Characterisation of an EXor outburst SPICY 97589

Characterisation of an EXor outburst SPICY 97589
Notice: This research summary and analysis were automatically generated using AI technology. For absolute accuracy, please refer to the [Original Paper Viewer] below or the Original ArXiv Source.

Stellar outbursts from variable or periodic accretion are thought to be ubiquitous across young stellar populations. However, relatively few outbursting objects have been discovered to date. Here, we present the characterisation of a new EXor-type episodic accretor. We aim to characterise the nature of the 2023 outburst of SPICY 97589/Gaia23bab and characterise the stellar source for the first time, while exploring how an accretion outburst contributes to disk evolution. We employ multi-waveband medium-resolution spectroscopy with UVB-VIS-NIR coverage during the peak of the 2023 outburst and the post-outburst quiescent object. The broad wavelength coverage of the dataset allows for robust measurements of the accretion rate using known line tracers. The addition of quiescent spectra provides a good estimation of stellar parameters of the central star while also informing us on the evolution of the disk during outburst phases. We find the stellar source to be a 3410,K, M3.0 type star with a luminosity of 0.41 $L_\odot$ and an estimated stellar mass of 0.29 $M_\odot$. We measure the accretion rate of SPICY 97589 to be $\dot M = 2.38\pm0.58\times10^{-7},\mathrm{M_\odot yr^{-1}}$. This value is at two orders of magnitude greater than the quiescent accretion rate.

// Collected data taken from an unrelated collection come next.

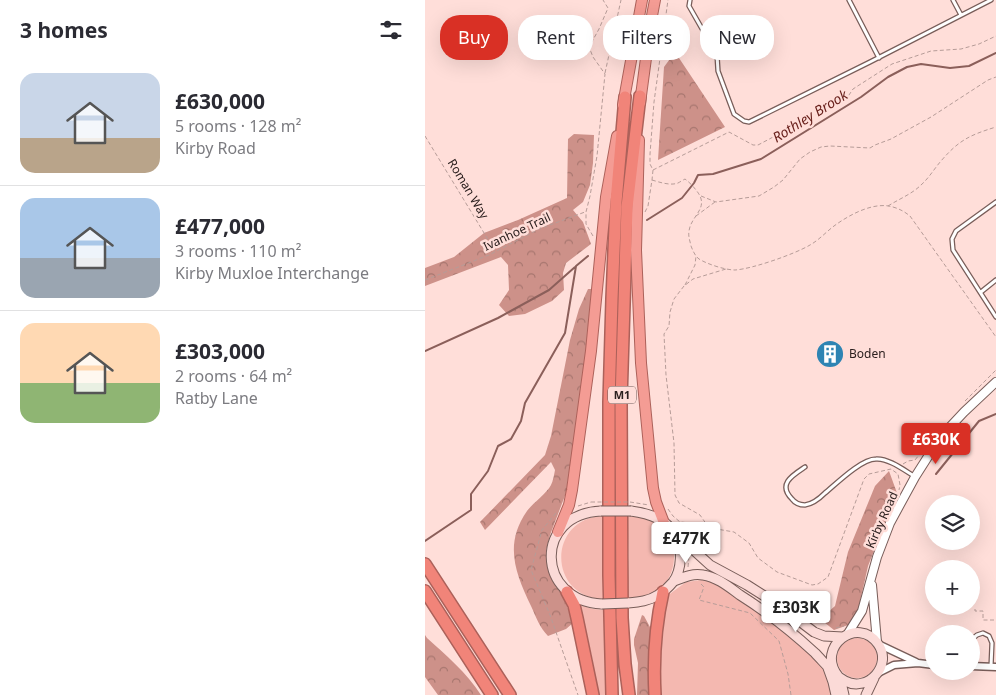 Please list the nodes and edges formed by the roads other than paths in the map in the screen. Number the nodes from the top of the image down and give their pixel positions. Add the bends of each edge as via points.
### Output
1 (642, 0) edge
2 (655, 0) edge
3 (690, 0) edge
4 (849, 0) edge
5 (953, 0) edge
6 (991, 0) edge
7 (961, 15) junction
8 (879, 58) junction
9 (640, 96) junction
10 (625, 97) junction
11 (996, 202) edge
12 (996, 280) edge
13 (981, 292) junction
14 (996, 317) edge
15 (996, 382) edge
16 (805, 467) dead end
17 (915, 477) junction
18 (664, 523) junction
19 (676, 530) junction
20 (559, 532) junction
21 (425, 564) edge
22 (872, 578) junction
23 (674, 581) junction
24 (425, 591) edge
25 (567, 592) junction
26 (663, 592) junction
27 (980, 634) edge
28 (845, 636) junction
29 (877, 643) junction
30 (917, 663) junction
31 (925, 664) edge
32 (826, 666) junction
33 (980, 666) edge
34 (994, 667) edge
35 (876, 675) junction
36 (839, 677) junction
37 (492, 695) edge
38 (510, 695) edge
39 (593, 695) edge
40 (612, 695) edge
41 (629, 695) edge
42 (655, 695) edge
43 (836, 695) edge
44 (844, 695) edge
45 (866, 695) edge

1 - 10 highway
2 - 9 highway
3 - 8 lane via 689,6 717,55 718,72 734,114 744,121 749,122
4 - 8 lane
5 - 7 lane
6 - 7 lane
7 - 8 lane
9 - 18 highway via 636,250 641,364 653,488
9 - 41 highway, M1 via 627,207 621,401 622,618
10 - 20 highway via 606,197 591,351 572,490
10 - 40 highway, M1 via 616,212 609,392
11 - 13 lane via 956,231 952,239 953,250
12 - 13 lane
13 - 14 lane
15 - 17 street, Kirby Road via 949,428
16 - 17 lane via 789,479 785,487 796,503 804,505 819,498 863,462 876,458 890,462
17 - 22 street, Kirby Road via 890,523
18 - 19 main road
18 - 20 main road, bridge via 630,507 578,516
19 - 23 main road via 680,556
19 - 28 main road via 710,565 769,598 818,634
20 - 25 main road via 552,545 551,559 556,576
21 - 38 highway
22 - 28 street, Kirby Road via 862,611
22 - 29 street, Kirby Road
23 - 26 main road
23 - 32 main road via 693,574 708,576 778,621
24 - 37 highway
25 - 26 main road, bridge via 588,602 602,604 641,602
25 - 39 highway via 574,605
26 - 42 highway via 655,639
27 - 34 lane via 989,636 992,643
28 - 29 main road via 865,634
28 - 36 main road via 835,644 831,656 832,666
29 - 30 street
29 - 35 main road via 882,658
30 - 31 street
30 - 35 street via 894,665
32 - 36 main road
32 - 43 main road
33 - 34 street
35 - 36 main road via 868,682 857,684
35 - 45 main road
36 - 44 main road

Thus, we confirm that the 2023 outburst was driven by an influx of material from the surrounding environment to the central star, an accretion outburst. The spectral fingerprint of emission lines is also characteristic of an outbursting EXor-type source, including variable disk winds.


💡 Research Summary

This paper presents a comprehensive multi‑wavelength spectroscopic and photometric study of the young stellar object SPICY 97589 (also known as Gaia23bab), which underwent a pronounced EXor‑type outburst in early 2023. Using the ESO X‑Shooter instrument, the authors obtained medium‑resolution spectra covering the UVB (300–560 nm), VIS (560–1020 nm), and NIR (1020–2400 nm) ranges at two epochs: 2023‑04‑19, roughly two months after the outburst peak when the source was still ≈2 mag brighter than quiescence, and 2024‑07‑25 after the source had returned to its quiescent state. The observations employed narrow slits (0.8″ UVB, 0.7″ VIS, 0.6″ NIR) to achieve resolutions of R≈6700, 11400, and 8100 respectively, and were reduced with the standard X‑Shooter pipeline and telluric‑corrected with Molecfit, ensuring consistent absolute flux calibration across both epochs.

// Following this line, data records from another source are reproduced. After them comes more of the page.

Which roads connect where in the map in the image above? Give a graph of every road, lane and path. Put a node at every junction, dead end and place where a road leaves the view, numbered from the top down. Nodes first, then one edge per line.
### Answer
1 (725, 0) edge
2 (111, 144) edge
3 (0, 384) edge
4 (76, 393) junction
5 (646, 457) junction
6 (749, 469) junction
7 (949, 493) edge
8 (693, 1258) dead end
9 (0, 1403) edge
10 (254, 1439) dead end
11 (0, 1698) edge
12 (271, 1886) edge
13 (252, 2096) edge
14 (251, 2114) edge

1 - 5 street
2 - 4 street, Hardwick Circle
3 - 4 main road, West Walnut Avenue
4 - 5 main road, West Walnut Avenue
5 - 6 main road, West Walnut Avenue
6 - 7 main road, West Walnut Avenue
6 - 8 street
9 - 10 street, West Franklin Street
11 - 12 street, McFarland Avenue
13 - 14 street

Long‑term photometric monitoring from Gaia (optical G‑band) and WISE (mid‑infrared W1/W2) reveals two distinct outbursts, one in 2017 and a stronger, longer event in 2023. The 2023 outburst peaked at +2.51 mag above the quiescent G‑band level, with a full‑width at half‑maximum of ≈237 days and a total duration of ≈671 days, exceeding the 2017 event (peak +2.24 mag, duration ≈358 days). In the mid‑infrared, the brightening is more modest (≈1.2 mag in W1 and ≈1.3 mag in W2), indicating that the bulk of the luminosity increase originates from hotter regions closer to the star rather than the cooler outer disk.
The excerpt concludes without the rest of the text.